Two servers were used for both physical and virtual tests. Two Dell PowerEdge R710s with 2x Intel Xeon x5680 six-core processors and 96GB of RAM were connected via Fibre Channel to a NetApp FAS6030 array. The servers were dual booted between Red Hat Enterprise Linux 5.5 and vSphere ESXi 4.1. Each server was connected via three gigabit Ethernet NICs to a shared switch. One NIC was used for the public network and the other two were used for interconnect and cluster traffic.
The NetApp storage array had a total of 112 10K RPM 274GB Fibre Channel disks. Two 200GB LUNs, backed by a total of 80 disks, were used to create a data volume in Oracle ASM. Each data LUN was backed by a 40 disk RAID DP aggregate on the storage array. A 100GB log LUN was created on another volume that was backed by a 26 disk RAID DP aggregate. An additional small 2GB LUN was created to be used as the voting disk for the RAC cluster.
Each VM was configured with 32GB of RAM, three VMXNET3 virtual NICs, and a PVSCSI adapter for all the LUNs used except the OS disk. In order for the VMs to be able to share disks with physical hosts, it was necessary to mount the disks as RDMs and put the virtual SCSI adapter into physical compatibility mode. Additionally, to achieve the best performance for the Oracle RAC interconnect, the VMXNET3 NICs were configured with ethernetX.intrmode =1 in the vmx file. This option is a work around for an ESX performance bug that is specific to RHEL 5.5 VMs and to extremely latency sensitive workloads. The additional configuration option is no longer needed starting with ESX 4.1u1 because the bug is fixed starting with that version.
A four node Oracle RAC cluster was created with two virtual nodes and two physical nodes. The virtual nodes were hosted on a third server when the two servers used for testing were booted to the native RHEL environment. RHEL 5.5 x64 and Oracle 11gR2 were installed on all nodes. During tests the two servers used for testing were booted either to native RHEL or ESX for the physical or virtual tests respectively. This meant that only the two virtual nodes or the two native nodes were powered on during a physical or virtual test. The diagrams below show the same test environment when setup for the two node physical or virtual test.
Physical Test Diagram:
Virtual Test Diagram:
The servers used in testing have a total of 12 physical cores and 24 logical threads if hyperthreading is enabled. The maximum number of vCPUs per VM supported by ESXi 4.1 is eight. This made it necessary to limit the physical server to a smaller number of cores to enable a performance comparison. Using the BIOS settings of the server, hyperthreading was turned off and the number of cores limited to two and four per socket. This resulted in four and eight core physical server configurations that were compared with VM configurations of four and eight vCPUs. Limiting the physical server configurations was only done to enable a direct performance comparison and is clearly not a good way to configure a system for performance normally.

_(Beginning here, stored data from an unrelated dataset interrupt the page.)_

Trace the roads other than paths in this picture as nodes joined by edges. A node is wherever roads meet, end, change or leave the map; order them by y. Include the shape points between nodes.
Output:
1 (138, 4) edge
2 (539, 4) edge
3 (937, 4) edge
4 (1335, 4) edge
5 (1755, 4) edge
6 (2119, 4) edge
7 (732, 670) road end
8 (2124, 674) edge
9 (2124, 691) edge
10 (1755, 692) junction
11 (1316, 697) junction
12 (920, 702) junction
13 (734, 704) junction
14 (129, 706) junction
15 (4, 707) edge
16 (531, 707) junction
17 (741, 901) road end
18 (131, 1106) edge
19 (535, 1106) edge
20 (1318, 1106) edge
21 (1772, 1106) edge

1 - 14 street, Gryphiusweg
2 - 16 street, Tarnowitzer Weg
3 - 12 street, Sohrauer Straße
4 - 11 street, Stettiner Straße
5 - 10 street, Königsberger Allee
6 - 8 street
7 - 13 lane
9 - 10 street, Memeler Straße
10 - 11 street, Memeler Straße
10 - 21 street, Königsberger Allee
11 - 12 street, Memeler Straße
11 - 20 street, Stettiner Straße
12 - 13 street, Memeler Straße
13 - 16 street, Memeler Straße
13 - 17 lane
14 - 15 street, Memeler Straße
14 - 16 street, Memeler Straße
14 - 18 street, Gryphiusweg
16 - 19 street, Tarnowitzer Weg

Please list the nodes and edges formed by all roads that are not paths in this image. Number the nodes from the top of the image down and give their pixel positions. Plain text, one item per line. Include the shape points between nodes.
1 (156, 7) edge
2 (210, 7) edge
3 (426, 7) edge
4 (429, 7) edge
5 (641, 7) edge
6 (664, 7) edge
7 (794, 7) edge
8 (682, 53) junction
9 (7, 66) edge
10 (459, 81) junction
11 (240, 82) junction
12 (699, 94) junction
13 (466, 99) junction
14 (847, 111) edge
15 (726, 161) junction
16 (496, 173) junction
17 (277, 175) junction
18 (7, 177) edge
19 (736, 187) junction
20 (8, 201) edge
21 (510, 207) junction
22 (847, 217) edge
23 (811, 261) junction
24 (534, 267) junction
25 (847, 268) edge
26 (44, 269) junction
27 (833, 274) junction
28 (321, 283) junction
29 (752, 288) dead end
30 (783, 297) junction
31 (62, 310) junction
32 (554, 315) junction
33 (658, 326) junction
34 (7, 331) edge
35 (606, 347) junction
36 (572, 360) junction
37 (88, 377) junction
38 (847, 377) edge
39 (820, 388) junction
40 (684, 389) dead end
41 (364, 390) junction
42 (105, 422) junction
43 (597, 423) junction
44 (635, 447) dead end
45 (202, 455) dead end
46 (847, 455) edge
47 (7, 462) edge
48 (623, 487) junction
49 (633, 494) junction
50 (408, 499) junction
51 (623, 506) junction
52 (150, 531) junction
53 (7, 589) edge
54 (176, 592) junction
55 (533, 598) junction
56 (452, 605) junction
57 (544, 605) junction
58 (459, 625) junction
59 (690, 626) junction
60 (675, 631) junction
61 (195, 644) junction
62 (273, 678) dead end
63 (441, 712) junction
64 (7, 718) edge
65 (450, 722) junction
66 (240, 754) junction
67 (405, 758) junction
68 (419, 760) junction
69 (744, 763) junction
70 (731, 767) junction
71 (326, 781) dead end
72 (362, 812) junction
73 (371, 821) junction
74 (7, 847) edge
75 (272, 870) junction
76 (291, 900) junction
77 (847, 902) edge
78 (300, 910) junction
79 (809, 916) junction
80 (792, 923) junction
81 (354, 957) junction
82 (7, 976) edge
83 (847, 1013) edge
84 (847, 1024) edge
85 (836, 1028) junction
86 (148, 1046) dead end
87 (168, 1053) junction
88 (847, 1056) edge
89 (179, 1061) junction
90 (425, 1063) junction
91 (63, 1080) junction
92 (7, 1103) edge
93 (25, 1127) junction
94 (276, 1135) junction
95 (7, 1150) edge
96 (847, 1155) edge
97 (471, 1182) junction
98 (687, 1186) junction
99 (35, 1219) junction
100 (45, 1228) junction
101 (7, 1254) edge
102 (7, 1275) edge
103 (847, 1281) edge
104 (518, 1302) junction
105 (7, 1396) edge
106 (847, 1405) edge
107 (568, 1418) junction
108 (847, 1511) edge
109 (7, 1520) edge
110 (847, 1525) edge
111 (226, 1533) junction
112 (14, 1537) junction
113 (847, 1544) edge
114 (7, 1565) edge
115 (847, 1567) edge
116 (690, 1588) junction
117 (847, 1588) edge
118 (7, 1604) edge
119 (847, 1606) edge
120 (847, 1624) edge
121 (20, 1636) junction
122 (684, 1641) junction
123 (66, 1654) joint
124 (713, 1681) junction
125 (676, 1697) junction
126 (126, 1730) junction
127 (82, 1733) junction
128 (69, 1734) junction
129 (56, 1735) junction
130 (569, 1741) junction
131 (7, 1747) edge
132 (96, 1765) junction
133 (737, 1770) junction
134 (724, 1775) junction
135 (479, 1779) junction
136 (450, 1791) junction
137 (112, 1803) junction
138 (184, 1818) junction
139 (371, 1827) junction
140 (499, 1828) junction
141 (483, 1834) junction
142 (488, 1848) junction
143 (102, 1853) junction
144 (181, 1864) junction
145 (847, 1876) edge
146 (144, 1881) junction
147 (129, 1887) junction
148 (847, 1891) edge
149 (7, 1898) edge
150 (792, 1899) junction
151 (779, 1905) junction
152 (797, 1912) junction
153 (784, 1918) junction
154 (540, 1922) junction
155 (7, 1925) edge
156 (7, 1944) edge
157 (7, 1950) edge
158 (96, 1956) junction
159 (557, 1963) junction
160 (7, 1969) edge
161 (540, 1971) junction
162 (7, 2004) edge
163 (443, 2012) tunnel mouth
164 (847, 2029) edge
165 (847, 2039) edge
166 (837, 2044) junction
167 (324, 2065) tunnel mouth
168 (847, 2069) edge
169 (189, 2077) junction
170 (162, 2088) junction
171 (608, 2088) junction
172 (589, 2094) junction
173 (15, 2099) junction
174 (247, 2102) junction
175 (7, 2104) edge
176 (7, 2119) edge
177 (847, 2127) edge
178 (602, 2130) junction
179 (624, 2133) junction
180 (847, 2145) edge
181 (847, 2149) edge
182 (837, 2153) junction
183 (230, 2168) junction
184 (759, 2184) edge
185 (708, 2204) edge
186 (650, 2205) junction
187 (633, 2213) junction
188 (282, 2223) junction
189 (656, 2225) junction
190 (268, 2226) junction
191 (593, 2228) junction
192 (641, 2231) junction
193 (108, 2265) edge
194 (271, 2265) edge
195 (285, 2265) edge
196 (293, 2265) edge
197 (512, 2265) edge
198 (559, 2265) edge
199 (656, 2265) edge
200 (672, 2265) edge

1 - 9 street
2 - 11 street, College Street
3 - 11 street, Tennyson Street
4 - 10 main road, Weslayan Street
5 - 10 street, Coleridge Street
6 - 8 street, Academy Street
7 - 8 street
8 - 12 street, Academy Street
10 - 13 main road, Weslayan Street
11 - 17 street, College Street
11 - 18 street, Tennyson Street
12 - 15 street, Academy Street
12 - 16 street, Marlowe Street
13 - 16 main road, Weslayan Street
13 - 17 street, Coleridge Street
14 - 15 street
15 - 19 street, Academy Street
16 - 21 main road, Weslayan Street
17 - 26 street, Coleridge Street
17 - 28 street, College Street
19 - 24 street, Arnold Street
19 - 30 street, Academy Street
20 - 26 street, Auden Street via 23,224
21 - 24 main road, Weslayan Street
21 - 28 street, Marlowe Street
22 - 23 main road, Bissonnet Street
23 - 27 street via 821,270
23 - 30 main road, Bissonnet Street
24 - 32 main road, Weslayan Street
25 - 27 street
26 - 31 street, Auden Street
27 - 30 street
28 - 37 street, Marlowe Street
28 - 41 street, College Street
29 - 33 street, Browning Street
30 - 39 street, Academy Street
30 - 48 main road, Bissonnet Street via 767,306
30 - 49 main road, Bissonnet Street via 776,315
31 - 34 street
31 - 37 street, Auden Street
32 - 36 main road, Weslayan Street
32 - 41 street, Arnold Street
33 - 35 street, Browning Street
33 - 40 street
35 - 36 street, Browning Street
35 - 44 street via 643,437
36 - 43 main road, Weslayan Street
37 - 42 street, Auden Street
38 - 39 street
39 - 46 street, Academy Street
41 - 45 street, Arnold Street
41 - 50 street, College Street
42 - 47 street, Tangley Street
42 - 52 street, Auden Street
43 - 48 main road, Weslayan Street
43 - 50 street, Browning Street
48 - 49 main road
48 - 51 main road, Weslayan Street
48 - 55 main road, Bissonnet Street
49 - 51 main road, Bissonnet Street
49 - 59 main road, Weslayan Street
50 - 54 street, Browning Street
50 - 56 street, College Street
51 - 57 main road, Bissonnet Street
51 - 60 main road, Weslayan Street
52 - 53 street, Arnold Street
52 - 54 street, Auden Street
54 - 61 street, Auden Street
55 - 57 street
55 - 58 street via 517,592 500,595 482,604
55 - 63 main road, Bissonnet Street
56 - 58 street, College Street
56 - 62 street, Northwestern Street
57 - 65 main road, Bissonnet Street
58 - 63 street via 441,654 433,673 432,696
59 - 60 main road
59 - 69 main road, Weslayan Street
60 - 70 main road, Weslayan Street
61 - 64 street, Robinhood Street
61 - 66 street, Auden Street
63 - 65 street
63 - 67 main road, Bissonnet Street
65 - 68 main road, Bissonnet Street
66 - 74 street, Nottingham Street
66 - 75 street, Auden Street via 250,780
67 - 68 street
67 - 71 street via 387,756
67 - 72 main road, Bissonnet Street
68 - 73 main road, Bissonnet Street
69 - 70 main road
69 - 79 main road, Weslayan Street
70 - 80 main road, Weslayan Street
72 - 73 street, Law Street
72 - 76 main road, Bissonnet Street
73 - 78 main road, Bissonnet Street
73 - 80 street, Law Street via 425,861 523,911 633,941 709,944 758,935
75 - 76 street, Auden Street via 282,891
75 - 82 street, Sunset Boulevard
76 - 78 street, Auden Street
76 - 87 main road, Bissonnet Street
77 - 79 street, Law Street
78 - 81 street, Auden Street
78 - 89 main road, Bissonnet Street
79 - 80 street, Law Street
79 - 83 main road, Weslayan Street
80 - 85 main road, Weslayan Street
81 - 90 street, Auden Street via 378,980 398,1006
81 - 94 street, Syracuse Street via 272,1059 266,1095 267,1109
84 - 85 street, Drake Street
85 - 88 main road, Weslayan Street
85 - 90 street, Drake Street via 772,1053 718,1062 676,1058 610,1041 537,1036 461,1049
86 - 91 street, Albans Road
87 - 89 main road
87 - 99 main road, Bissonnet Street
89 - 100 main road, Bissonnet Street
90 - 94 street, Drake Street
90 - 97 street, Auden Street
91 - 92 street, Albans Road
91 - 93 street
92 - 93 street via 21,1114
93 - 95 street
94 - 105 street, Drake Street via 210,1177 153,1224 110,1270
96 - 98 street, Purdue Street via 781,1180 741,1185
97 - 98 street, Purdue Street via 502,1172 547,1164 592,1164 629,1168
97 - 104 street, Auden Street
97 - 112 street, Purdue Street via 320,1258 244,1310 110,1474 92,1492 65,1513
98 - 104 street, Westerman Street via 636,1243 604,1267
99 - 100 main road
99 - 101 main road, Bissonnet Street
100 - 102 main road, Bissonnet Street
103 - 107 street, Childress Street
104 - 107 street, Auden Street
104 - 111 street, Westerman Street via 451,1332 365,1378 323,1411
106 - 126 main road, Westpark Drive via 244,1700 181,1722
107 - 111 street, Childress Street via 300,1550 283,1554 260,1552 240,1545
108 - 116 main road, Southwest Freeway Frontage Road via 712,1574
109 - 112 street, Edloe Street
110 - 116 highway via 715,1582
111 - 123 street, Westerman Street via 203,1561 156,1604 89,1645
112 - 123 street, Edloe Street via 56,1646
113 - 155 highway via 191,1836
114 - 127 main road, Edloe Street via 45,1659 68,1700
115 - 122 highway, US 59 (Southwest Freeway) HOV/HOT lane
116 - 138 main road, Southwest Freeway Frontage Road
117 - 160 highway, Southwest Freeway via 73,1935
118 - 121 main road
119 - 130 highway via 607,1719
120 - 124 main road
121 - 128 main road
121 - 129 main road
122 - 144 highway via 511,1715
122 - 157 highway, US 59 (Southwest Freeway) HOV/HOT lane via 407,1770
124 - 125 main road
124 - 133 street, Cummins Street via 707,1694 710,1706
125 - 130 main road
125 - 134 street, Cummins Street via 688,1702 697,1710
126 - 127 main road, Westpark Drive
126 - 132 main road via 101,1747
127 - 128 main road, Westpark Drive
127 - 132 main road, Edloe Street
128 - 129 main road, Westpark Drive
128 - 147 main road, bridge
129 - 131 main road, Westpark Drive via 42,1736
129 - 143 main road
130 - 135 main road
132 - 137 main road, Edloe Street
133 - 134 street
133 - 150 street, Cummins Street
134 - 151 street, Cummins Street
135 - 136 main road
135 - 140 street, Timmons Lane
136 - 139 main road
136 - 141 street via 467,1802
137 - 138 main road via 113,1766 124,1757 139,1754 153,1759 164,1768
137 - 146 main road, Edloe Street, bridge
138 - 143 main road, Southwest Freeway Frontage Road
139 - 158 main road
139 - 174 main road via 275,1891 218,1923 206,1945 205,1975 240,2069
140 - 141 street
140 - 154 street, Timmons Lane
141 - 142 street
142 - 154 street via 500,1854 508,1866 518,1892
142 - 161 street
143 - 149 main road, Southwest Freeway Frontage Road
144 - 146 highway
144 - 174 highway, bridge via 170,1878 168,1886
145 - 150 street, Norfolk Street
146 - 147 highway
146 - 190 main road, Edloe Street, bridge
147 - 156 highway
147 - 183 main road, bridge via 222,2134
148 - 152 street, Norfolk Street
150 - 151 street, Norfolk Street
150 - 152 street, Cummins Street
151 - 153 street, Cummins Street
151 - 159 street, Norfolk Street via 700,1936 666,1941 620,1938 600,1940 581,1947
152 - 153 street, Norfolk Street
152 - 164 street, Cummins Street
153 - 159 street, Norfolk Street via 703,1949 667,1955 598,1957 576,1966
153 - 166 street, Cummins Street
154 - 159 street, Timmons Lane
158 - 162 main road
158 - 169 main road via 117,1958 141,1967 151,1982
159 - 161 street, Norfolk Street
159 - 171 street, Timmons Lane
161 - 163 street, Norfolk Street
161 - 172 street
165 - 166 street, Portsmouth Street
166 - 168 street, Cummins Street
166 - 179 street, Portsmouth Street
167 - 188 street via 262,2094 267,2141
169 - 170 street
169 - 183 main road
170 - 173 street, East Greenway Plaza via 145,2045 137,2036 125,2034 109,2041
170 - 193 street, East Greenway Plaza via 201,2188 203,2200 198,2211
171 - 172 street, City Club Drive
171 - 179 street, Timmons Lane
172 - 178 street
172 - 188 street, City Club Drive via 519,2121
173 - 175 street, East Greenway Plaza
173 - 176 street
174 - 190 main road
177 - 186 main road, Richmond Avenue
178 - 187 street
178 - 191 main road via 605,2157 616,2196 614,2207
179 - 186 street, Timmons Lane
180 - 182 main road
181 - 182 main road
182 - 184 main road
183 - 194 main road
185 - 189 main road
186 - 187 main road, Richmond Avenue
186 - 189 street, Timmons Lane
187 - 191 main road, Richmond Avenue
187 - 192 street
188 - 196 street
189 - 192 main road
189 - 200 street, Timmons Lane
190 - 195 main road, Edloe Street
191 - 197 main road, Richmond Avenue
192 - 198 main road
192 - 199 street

Open source DVD Store 2.1 was used as the workload for the test. DVD Store is an OLTP database workload that simulates customers logging on, browsing, and purchasing DVDs from an online store. It includes database build scripts, load files, and driver programs. For these tests, the database driver was used to directly load the database without a need to have the Web tier installed. Using the new DVD Store 2.1 functionality, two custom-size databases of 50GB each with a 12GB SGA were created as two different instances named DS2 and DS2B. Both instances were running on both nodes of the cluster and were accessed equally on each node.
Running an equal amount of load against each instance on each node was done with both the four CPU and eight CPU test cases. DS2 and DS2B instances spanned all nodes and were actively used on all nodes. An equal amount of threads were connected for each instance on each node. The amount of work was scaled up with the number of processors: twice as many DVD Store driver threads were used in the eight CPU case as compared with the four CPU case. For example, a total of 40 threads were running against node one in the four CPU test with 20 accessing DS2 and 20 accessing DS2B. Another 40 threads were accessing DS2 and DS2B on node two at the same time during that test. CPU utilization of the physical hosts and VMs were above 95% in all tests. Results are reported in terms of Orders Per Minute (OPM) and Average Response Time (RT) in milliseconds.
In both the OPM and RT measurements, the virtual RAC performance was within 11 to 13 percent of the physical RAC performance. In an intensive test running on Oracle RAC, the CPU, disk, and network were heavily utilized, but virtual performance was close to native performance. This result removes a barrier from considering virtualizing one of the more performance-intensive tier-one applications in the datacenter.